##### MATERIAL SUPPLIED #####

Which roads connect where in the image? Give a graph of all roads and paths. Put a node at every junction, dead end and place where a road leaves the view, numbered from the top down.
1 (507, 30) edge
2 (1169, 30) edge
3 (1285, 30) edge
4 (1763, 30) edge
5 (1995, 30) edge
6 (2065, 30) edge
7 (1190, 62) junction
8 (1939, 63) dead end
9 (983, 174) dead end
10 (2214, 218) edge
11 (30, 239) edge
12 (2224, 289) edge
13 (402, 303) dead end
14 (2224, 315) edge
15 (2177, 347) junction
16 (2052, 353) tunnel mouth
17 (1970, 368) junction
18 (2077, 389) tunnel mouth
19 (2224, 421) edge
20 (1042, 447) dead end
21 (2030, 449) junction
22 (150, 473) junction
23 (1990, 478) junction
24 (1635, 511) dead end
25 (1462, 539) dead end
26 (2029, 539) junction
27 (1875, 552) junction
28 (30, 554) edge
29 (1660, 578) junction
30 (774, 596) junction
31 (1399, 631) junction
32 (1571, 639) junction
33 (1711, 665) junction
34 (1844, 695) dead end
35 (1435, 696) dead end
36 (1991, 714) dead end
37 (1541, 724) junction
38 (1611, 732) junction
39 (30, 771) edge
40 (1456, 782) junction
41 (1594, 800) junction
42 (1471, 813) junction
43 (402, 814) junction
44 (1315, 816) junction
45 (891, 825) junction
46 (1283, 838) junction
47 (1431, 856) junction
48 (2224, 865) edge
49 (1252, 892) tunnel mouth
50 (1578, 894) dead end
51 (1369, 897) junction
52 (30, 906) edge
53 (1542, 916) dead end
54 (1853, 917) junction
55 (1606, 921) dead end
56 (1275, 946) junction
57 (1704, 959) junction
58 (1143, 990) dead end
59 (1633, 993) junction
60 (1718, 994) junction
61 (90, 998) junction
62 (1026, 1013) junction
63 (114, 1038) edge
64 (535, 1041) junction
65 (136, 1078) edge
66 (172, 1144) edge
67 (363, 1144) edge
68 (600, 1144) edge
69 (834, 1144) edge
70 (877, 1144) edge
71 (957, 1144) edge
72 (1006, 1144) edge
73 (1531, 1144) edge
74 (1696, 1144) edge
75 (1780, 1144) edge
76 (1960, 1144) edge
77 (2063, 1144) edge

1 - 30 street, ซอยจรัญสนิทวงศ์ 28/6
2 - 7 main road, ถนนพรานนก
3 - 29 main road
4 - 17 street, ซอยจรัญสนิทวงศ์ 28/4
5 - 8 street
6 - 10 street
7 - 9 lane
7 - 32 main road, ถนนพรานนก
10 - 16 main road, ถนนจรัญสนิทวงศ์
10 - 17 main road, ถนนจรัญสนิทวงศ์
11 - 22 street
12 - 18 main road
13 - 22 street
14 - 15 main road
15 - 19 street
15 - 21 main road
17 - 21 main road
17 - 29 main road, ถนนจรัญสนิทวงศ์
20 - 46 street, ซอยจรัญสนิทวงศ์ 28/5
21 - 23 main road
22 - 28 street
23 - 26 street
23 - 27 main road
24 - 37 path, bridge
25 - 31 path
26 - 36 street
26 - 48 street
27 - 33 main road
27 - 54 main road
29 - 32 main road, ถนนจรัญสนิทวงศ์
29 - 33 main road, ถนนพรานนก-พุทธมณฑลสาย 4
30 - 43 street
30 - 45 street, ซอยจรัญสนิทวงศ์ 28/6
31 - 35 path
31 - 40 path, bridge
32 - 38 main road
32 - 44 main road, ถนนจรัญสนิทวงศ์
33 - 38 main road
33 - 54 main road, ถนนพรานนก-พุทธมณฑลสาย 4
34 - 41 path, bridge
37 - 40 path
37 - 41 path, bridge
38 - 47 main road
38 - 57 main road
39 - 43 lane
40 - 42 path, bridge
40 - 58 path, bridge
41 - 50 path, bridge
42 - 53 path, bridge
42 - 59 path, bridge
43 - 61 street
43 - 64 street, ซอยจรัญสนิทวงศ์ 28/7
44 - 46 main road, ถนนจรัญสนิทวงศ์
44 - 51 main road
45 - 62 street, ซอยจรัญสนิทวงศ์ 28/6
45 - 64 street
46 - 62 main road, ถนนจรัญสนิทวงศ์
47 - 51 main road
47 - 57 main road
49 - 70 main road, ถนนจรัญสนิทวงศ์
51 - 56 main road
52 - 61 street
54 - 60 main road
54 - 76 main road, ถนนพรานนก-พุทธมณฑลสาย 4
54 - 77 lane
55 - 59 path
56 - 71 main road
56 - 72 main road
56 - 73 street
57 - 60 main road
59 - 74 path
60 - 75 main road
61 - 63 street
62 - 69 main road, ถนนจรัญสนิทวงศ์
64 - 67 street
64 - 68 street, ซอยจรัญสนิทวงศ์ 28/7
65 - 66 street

#####

> _TASK DETAILS_: Every line of the data above that includes "mouth" should be listed.

> _EXERCISE ANSWER_:
16 (2052, 353) tunnel mouth
18 (2077, 389) tunnel mouth
49 (1252, 892) tunnel mouth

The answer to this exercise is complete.